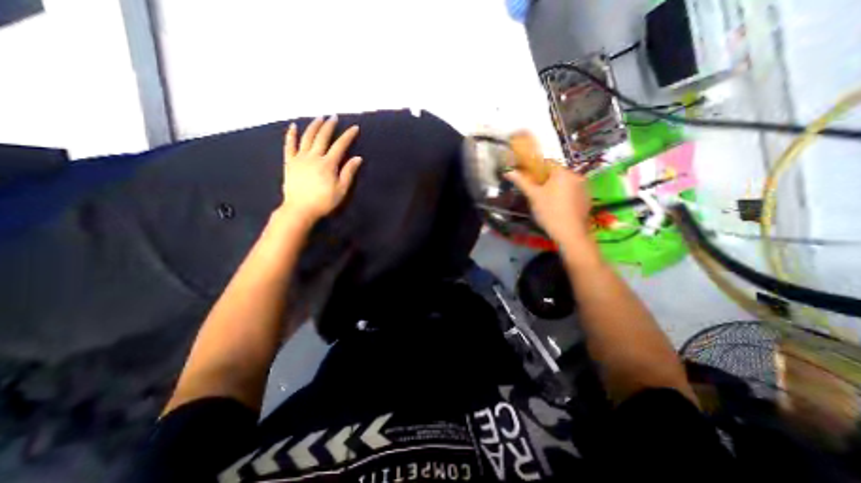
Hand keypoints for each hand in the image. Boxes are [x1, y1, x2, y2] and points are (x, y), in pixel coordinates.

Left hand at [280, 116, 361, 222]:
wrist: (300, 209)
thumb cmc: (324, 201)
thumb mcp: (341, 189)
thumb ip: (349, 172)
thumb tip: (358, 158)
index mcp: (328, 164)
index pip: (340, 145)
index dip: (348, 136)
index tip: (354, 128)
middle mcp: (314, 156)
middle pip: (322, 137)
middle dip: (329, 125)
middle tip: (334, 117)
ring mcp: (300, 158)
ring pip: (307, 137)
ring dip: (314, 126)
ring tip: (319, 117)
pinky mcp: (289, 162)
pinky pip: (289, 145)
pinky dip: (291, 135)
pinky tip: (293, 126)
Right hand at [506, 166, 592, 249]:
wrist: (570, 233)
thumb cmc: (549, 211)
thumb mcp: (533, 196)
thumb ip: (522, 182)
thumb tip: (508, 172)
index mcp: (563, 172)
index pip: (547, 163)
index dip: (535, 170)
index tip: (528, 180)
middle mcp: (576, 176)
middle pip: (556, 174)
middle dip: (545, 181)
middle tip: (536, 194)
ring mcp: (584, 188)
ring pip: (565, 183)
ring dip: (555, 189)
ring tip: (546, 202)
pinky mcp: (587, 199)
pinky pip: (572, 192)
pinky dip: (564, 196)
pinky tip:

### Prompt
All the records above need to be given again word for word. Skip the pictures.

### The completed task
Hand keypoints for each hand in the image. Boxes are [x1, y1, x2, y2] and points are (x, y), in pixel coordinates.

Left hand at [280, 116, 361, 222]:
wrist: (300, 209)
thumb cmc: (324, 201)
thumb mcp: (341, 189)
thumb ip: (349, 172)
thumb tip: (358, 158)
index mcp: (328, 164)
index pip: (340, 145)
index dip: (348, 136)
index tip: (354, 128)
middle mcp: (314, 156)
middle pip: (322, 137)
middle dip: (329, 125)
middle tip: (334, 117)
ring mcp: (300, 158)
ring pip: (307, 137)
ring dip: (314, 126)
ring tip: (319, 117)
pinky mcp: (289, 162)
pinky pip: (289, 145)
pinky dip: (291, 135)
pinky tip: (293, 126)
Right hand at [506, 166, 592, 249]:
wrist: (570, 233)
thumb cmc: (549, 211)
thumb mcp: (533, 196)
thumb ip: (522, 182)
thumb tip: (508, 172)
index mcp: (563, 172)
index pip: (547, 163)
index dip: (535, 170)
index tip: (528, 180)
middle mcp: (576, 176)
middle pip: (556, 174)
middle dip: (545, 181)
middle tip: (536, 194)
ring mcp: (584, 188)
ring pip: (565, 183)
ring dip: (555, 189)
ring tip: (546, 202)
pinky mcp: (587, 199)
pinky pip: (572, 192)
pinky dip: (564, 196)
pinky tip:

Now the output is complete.